(Saved data entries)
——————————

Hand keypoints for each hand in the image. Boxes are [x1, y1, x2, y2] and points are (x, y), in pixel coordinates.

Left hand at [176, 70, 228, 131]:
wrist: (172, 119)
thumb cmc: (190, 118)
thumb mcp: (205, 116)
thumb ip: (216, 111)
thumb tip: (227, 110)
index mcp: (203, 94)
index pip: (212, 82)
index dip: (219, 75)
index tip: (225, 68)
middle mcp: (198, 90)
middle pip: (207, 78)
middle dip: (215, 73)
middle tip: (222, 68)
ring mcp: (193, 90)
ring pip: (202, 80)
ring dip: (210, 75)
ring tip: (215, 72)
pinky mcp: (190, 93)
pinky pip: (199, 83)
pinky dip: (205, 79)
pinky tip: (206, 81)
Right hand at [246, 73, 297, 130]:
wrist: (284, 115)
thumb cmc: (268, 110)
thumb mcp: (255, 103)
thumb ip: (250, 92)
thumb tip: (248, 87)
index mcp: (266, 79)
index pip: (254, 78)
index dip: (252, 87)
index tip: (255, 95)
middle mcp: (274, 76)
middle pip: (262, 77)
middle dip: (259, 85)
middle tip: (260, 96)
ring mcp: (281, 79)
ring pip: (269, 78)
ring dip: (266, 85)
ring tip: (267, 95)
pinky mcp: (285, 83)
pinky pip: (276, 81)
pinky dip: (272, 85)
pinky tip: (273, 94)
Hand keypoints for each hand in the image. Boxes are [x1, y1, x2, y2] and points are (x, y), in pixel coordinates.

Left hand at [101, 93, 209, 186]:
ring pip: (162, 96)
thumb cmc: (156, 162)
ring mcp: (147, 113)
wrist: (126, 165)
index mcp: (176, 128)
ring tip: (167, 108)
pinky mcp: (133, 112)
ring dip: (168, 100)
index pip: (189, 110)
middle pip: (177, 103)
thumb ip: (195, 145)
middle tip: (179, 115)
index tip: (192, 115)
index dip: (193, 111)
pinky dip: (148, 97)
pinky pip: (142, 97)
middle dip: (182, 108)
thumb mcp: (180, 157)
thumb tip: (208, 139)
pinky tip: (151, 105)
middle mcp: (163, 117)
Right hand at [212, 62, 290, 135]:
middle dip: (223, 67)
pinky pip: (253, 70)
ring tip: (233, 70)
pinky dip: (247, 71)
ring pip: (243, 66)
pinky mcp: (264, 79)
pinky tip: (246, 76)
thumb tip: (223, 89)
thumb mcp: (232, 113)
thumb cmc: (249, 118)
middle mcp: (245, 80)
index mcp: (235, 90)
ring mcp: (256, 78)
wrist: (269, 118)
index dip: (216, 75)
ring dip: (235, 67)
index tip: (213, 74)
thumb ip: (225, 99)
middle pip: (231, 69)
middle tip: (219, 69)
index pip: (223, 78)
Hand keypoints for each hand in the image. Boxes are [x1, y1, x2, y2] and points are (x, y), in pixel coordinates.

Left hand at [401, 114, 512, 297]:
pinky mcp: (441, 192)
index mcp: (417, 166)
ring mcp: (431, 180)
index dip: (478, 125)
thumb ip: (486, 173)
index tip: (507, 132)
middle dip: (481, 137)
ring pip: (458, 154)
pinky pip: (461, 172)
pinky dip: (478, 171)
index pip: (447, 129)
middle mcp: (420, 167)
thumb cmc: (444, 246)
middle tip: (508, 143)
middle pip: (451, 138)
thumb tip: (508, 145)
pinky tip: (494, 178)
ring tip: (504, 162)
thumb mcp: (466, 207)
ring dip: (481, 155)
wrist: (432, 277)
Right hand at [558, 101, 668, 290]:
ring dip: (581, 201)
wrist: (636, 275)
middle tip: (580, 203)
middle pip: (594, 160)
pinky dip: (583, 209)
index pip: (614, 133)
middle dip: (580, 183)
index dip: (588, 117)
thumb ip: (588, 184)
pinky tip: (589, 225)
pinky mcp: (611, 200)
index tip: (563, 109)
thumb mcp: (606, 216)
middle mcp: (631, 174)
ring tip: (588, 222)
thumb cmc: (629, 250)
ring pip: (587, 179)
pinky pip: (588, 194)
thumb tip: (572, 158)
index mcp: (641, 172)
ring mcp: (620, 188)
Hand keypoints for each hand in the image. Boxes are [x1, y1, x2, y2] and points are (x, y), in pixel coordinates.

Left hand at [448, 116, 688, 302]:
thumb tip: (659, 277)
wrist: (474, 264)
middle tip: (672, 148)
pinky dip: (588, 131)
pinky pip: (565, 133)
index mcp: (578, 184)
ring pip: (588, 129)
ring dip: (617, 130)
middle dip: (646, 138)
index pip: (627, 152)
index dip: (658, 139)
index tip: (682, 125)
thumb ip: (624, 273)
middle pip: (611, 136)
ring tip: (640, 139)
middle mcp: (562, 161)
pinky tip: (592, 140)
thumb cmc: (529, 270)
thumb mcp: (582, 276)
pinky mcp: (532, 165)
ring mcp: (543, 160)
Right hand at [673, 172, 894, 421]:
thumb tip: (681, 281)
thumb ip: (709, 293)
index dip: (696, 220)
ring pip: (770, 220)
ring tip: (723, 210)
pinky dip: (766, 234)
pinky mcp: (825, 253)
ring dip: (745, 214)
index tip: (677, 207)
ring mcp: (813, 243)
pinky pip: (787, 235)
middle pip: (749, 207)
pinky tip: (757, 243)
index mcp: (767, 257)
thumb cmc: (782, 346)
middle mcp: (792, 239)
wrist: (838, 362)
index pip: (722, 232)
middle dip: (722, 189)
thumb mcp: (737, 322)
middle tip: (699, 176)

——————————

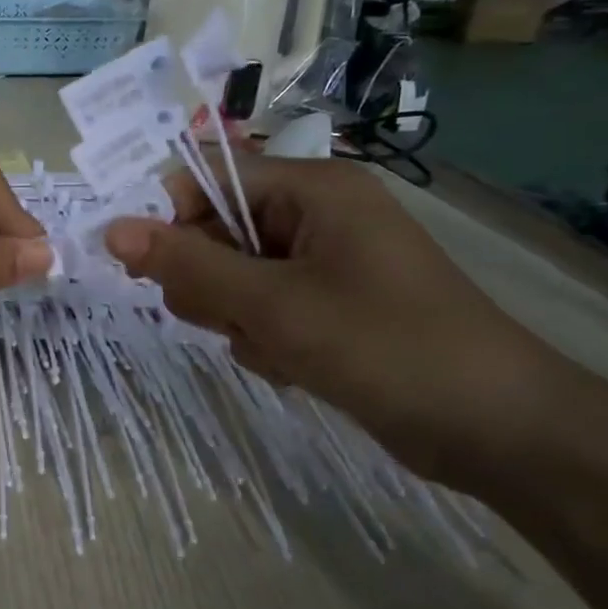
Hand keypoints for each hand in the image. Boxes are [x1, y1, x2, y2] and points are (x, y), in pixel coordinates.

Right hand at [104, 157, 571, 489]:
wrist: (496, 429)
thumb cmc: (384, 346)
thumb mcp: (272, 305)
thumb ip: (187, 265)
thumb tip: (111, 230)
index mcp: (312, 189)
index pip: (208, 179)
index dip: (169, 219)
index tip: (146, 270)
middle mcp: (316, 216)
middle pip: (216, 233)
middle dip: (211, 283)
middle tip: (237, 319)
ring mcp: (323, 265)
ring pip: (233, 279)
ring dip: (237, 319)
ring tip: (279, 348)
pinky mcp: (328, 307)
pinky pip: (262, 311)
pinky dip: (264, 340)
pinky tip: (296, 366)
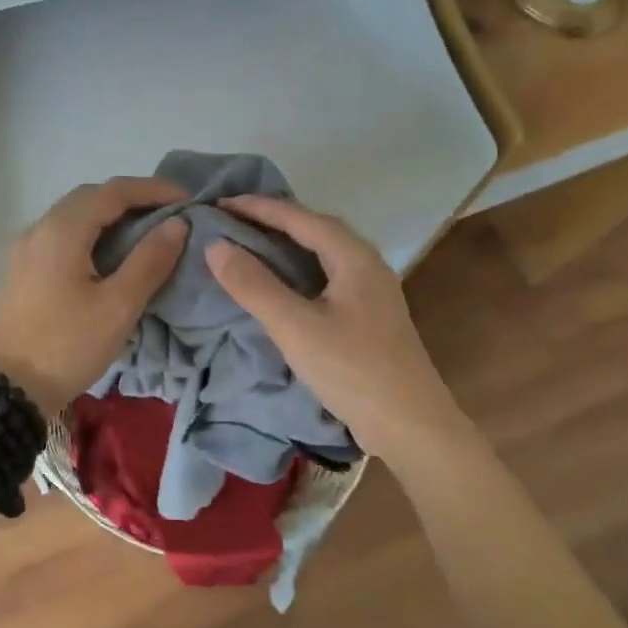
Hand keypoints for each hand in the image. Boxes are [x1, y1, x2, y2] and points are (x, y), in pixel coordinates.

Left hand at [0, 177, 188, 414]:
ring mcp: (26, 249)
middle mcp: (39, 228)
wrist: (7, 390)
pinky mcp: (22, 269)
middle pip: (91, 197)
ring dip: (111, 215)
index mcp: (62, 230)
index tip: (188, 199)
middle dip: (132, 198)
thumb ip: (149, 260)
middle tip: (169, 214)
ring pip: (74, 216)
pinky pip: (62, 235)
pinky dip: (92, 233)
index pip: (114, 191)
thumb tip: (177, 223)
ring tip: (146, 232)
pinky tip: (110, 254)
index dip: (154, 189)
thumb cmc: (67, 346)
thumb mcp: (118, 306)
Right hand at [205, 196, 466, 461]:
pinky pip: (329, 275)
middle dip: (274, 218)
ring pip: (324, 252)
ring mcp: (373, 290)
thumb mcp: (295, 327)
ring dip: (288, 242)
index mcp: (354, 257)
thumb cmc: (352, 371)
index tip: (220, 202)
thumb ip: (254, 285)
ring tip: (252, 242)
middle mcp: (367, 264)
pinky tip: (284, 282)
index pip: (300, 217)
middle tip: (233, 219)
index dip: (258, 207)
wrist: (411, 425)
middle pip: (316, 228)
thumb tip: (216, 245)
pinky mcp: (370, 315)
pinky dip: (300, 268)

——————————

* Brief:
Using the records above, restate word for word the lines from the one with "ring dip: (111, 215)" through the one with "pinky pip: (329, 275)", both included.

* Exercise response:
ring dip: (111, 215)
index mcp: (62, 230)
index tip: (188, 199)
middle dip: (132, 198)
thumb ip: (149, 260)
middle tip: (169, 214)
ring pip: (74, 216)
pinky pip: (62, 235)
pinky dip: (92, 233)
index pip: (114, 191)
thumb tip: (177, 223)
ring tip: (146, 232)
pinky tip: (110, 254)
index dip: (154, 189)
thumb cmc: (67, 346)
thumb mcp: (118, 306)
Right hand at [205, 196, 466, 461]:
pinky pip: (329, 275)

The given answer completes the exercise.